Rami Malek herzt den Oscar, der ihm für seine Darstellung als Freddie Mercury überreicht wurde Bild: Theresa Shirriff/AdMedia/spot on news

Es ist der bisherige Höhepunkt in der Karriere von Schauspieler Rami Malek (37, "Mr. Robot"): Am Morgen des 25. Februars nahm er den Oscar als "Bester Hauptdarsteller" für seine Rolle als Freddie Mercury in "Bohemian Rhapsody" entgegen.

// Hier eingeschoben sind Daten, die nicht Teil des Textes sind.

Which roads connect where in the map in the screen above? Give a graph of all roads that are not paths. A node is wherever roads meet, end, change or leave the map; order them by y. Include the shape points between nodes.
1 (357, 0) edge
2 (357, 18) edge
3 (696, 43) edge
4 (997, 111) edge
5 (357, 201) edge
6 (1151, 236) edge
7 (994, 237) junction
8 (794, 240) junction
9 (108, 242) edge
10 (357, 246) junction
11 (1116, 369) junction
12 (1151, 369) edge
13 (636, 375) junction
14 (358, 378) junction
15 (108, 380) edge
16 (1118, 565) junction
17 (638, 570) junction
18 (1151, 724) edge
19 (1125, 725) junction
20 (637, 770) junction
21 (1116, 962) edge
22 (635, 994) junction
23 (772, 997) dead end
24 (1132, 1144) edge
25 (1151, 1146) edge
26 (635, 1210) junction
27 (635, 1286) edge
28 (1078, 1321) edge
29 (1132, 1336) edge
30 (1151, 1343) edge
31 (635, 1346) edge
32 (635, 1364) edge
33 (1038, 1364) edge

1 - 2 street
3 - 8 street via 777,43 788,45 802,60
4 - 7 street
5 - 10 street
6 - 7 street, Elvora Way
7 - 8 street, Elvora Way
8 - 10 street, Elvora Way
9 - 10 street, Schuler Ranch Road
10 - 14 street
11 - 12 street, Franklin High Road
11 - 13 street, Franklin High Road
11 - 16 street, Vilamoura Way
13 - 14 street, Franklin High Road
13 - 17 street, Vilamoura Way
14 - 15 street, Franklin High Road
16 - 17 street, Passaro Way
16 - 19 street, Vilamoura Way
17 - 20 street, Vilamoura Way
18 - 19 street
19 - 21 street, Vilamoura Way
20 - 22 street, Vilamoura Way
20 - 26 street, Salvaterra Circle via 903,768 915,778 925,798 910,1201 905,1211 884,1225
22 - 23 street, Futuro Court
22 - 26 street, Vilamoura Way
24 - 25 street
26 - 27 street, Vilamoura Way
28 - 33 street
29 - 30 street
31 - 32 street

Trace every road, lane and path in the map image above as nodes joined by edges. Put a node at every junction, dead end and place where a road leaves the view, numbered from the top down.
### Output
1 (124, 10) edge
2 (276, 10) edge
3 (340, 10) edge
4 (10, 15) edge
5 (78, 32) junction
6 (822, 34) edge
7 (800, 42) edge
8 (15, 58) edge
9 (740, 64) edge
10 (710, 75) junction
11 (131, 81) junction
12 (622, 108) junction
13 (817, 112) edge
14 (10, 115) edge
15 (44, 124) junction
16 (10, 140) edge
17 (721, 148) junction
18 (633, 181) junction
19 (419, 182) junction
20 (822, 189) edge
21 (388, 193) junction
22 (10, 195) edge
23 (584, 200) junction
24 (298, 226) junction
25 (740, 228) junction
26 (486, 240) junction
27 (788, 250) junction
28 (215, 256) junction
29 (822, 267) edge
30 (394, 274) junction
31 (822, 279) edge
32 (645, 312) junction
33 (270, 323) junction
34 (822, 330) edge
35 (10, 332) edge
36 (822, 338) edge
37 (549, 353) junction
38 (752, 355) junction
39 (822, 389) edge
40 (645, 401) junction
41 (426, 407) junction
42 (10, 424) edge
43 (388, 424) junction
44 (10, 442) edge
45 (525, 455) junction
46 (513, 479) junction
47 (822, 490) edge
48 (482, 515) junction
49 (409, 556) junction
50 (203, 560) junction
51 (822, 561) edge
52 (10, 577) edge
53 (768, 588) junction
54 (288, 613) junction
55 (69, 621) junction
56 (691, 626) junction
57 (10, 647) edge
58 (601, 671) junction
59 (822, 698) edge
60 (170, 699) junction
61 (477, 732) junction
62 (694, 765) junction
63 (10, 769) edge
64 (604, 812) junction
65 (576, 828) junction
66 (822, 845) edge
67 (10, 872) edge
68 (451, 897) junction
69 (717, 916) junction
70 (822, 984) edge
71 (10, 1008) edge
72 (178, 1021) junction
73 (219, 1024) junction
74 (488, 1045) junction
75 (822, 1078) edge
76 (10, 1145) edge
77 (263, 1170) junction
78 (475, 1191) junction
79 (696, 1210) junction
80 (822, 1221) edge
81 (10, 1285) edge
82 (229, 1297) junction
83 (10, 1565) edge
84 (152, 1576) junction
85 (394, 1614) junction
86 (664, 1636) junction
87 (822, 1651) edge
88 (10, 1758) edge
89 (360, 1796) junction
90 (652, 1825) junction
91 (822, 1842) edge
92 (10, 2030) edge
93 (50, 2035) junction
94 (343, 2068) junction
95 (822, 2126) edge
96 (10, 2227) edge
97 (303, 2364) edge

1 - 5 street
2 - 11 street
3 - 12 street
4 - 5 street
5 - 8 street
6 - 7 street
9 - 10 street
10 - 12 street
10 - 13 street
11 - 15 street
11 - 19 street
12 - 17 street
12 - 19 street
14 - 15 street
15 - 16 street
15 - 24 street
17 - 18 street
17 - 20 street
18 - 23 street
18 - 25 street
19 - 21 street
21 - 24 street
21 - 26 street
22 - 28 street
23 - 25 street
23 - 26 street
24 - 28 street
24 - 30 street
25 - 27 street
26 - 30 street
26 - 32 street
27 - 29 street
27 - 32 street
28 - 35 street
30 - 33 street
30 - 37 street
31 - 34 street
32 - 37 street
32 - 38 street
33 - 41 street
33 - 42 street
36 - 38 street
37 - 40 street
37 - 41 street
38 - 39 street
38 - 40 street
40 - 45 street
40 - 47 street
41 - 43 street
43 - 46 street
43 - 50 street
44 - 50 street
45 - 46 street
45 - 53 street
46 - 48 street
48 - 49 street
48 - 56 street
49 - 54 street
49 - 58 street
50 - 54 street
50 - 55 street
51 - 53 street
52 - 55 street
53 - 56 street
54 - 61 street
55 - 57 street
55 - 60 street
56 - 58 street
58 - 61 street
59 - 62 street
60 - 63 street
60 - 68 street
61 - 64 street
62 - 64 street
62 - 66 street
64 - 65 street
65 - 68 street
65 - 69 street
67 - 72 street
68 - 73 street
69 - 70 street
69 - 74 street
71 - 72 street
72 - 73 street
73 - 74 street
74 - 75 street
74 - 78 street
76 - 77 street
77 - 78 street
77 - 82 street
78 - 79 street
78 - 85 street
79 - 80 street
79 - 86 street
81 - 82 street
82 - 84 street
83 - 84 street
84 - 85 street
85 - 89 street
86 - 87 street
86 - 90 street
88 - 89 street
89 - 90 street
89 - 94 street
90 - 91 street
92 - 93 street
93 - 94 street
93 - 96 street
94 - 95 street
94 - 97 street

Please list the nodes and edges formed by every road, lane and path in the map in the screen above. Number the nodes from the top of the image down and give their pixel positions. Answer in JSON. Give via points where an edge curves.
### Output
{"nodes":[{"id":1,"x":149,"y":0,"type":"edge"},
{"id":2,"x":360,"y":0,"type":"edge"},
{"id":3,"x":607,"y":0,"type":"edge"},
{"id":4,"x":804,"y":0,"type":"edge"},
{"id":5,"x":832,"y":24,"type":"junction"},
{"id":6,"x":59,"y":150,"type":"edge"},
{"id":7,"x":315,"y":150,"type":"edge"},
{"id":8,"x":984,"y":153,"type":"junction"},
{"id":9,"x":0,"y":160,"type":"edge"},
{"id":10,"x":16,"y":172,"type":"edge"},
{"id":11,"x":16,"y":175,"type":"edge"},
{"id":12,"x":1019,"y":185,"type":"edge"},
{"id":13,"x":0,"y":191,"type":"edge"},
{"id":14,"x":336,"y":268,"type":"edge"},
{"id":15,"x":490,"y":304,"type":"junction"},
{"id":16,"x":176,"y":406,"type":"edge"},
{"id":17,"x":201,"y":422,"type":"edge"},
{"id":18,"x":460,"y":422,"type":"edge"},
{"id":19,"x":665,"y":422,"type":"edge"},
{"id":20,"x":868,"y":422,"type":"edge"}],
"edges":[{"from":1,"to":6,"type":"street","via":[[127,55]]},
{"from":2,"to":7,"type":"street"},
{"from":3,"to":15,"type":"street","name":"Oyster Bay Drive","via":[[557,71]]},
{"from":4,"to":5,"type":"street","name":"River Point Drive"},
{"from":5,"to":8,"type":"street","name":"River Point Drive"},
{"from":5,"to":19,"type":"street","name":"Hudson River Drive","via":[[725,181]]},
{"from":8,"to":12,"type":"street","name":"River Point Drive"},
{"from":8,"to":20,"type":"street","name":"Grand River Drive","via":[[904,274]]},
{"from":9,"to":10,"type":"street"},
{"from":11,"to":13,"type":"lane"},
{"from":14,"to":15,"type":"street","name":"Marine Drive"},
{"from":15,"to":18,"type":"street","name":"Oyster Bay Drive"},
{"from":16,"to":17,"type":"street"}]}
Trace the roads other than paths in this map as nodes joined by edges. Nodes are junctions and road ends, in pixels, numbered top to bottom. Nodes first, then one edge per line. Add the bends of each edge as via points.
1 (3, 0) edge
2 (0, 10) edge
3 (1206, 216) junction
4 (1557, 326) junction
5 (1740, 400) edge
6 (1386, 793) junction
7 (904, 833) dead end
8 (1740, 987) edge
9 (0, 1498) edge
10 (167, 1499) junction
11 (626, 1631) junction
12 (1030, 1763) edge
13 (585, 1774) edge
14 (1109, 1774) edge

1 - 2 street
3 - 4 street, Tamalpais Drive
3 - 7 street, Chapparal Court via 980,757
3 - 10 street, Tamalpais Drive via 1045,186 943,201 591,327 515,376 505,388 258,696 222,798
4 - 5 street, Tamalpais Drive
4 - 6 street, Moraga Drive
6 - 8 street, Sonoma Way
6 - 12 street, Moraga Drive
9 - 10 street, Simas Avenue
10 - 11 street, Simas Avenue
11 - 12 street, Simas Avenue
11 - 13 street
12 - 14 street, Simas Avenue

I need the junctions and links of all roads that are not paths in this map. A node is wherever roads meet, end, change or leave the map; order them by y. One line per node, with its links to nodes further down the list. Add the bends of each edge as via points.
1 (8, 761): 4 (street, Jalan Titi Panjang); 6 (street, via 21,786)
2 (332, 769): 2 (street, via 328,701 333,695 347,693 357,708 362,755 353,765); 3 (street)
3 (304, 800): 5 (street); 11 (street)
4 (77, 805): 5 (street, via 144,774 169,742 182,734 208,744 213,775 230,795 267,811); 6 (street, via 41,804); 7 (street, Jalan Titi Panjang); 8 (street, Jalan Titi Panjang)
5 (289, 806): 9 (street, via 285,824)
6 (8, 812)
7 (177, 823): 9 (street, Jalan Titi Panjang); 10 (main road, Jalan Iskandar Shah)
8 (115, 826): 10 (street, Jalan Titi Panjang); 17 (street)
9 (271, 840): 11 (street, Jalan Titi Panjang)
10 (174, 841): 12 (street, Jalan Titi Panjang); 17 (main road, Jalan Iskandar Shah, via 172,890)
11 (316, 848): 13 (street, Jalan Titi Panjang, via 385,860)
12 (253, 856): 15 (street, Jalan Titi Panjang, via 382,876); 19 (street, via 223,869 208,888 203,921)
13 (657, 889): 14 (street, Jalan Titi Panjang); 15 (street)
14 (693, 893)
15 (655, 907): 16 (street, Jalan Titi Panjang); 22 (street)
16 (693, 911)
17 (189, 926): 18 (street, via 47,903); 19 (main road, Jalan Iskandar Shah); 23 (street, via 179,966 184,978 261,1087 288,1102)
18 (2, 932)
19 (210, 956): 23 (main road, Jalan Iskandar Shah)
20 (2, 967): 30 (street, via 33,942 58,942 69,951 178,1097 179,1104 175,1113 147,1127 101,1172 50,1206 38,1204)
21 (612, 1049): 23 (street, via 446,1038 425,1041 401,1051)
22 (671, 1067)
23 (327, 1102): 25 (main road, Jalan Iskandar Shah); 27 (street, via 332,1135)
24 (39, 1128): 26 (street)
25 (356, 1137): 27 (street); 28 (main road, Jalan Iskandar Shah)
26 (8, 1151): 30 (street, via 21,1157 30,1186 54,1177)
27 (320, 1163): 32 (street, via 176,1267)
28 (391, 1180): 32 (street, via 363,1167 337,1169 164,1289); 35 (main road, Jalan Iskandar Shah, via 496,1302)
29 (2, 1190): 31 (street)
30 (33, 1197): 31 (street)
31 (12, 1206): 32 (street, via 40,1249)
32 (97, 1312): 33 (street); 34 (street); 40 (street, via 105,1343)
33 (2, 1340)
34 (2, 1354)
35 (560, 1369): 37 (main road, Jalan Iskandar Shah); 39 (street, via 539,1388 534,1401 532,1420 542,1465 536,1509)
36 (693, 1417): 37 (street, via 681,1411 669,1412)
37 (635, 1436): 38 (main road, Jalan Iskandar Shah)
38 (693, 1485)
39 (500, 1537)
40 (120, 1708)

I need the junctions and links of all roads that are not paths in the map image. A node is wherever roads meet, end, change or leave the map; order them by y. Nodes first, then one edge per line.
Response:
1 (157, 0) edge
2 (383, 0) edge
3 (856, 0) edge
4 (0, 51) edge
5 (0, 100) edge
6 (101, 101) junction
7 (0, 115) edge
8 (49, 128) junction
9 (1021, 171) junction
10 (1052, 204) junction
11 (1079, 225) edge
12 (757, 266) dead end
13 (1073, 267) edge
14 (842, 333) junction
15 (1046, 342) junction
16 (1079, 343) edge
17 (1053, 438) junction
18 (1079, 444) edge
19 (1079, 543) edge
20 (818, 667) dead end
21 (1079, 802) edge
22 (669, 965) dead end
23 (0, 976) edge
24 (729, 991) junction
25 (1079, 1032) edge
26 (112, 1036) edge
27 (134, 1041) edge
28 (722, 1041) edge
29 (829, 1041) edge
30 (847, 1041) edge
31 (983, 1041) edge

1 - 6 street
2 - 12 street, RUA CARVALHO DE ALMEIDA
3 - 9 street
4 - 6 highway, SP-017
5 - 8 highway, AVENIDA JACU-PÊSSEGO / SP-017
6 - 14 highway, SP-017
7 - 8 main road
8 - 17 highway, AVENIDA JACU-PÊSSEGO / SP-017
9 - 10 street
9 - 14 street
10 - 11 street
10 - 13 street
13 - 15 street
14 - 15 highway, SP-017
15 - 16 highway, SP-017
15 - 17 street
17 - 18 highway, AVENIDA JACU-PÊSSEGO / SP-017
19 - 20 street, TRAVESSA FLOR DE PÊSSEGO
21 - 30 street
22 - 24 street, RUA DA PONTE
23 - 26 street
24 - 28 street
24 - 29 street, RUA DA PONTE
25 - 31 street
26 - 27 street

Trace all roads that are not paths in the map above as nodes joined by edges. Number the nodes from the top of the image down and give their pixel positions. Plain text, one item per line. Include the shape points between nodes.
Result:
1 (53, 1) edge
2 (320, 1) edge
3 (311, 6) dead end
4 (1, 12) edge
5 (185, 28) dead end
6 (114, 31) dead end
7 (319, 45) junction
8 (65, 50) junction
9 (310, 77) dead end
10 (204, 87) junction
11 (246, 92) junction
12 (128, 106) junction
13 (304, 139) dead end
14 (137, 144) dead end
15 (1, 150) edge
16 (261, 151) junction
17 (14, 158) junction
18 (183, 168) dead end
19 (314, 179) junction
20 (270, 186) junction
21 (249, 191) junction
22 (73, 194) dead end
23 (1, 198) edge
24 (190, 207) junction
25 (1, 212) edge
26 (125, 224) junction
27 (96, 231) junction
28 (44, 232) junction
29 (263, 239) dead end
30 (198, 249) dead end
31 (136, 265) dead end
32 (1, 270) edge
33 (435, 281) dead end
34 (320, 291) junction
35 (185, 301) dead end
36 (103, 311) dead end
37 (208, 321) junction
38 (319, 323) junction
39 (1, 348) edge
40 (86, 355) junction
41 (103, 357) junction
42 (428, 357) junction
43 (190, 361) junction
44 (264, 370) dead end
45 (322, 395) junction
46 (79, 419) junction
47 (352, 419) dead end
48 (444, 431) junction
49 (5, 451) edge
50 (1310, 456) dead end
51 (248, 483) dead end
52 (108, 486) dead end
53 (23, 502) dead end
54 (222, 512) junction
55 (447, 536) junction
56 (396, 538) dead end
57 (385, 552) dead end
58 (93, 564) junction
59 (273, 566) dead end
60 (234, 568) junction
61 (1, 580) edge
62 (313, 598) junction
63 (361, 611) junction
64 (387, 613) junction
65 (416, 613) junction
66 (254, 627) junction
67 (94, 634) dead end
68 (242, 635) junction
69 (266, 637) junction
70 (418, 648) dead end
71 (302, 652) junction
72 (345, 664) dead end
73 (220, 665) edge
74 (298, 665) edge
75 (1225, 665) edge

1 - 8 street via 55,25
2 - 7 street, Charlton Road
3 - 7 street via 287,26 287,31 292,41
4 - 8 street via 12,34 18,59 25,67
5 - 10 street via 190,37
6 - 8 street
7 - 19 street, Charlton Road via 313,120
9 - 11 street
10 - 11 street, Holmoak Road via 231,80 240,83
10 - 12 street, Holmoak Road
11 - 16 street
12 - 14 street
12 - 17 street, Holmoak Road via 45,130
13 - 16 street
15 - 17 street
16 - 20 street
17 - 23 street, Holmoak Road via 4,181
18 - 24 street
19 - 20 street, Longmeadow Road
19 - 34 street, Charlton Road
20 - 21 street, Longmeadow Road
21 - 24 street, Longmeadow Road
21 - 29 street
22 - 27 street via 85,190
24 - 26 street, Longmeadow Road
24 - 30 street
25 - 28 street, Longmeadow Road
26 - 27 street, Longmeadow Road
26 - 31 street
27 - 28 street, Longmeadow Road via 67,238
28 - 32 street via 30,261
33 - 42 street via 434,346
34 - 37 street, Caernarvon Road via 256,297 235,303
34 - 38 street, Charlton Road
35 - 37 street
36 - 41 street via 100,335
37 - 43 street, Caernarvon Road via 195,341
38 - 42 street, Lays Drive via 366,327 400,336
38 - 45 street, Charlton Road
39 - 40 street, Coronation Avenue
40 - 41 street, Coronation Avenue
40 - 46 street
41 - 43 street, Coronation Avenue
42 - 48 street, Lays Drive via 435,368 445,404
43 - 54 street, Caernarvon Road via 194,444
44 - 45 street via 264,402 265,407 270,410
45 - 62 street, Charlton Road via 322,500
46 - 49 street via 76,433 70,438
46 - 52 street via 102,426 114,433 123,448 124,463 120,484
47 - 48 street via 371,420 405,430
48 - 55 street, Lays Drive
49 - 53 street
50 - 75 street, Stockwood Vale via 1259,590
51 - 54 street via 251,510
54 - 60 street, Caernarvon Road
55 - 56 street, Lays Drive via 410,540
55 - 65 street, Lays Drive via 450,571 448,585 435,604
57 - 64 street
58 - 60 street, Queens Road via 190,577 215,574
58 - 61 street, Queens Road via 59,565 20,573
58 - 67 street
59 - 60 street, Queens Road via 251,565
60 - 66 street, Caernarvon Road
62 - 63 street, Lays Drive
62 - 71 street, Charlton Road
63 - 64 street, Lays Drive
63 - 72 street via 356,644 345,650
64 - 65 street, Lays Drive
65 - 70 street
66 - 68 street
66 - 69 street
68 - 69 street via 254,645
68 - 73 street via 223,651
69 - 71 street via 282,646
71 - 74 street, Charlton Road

Doch das chinesische Publikum bekam eine leicht, in seiner Aussage aber gravierend, veränderte Dankesrede zu hören. Denn der chinesischen Streamingseite "Mango TV" war der Begriff "schwuler Mann" offenbar ein Dorn im Auge und ersetzte ihn kurzerhand mit "spezielle Gruppe", heißt es beim US-Branchenblatt "The Hollywood Reporter".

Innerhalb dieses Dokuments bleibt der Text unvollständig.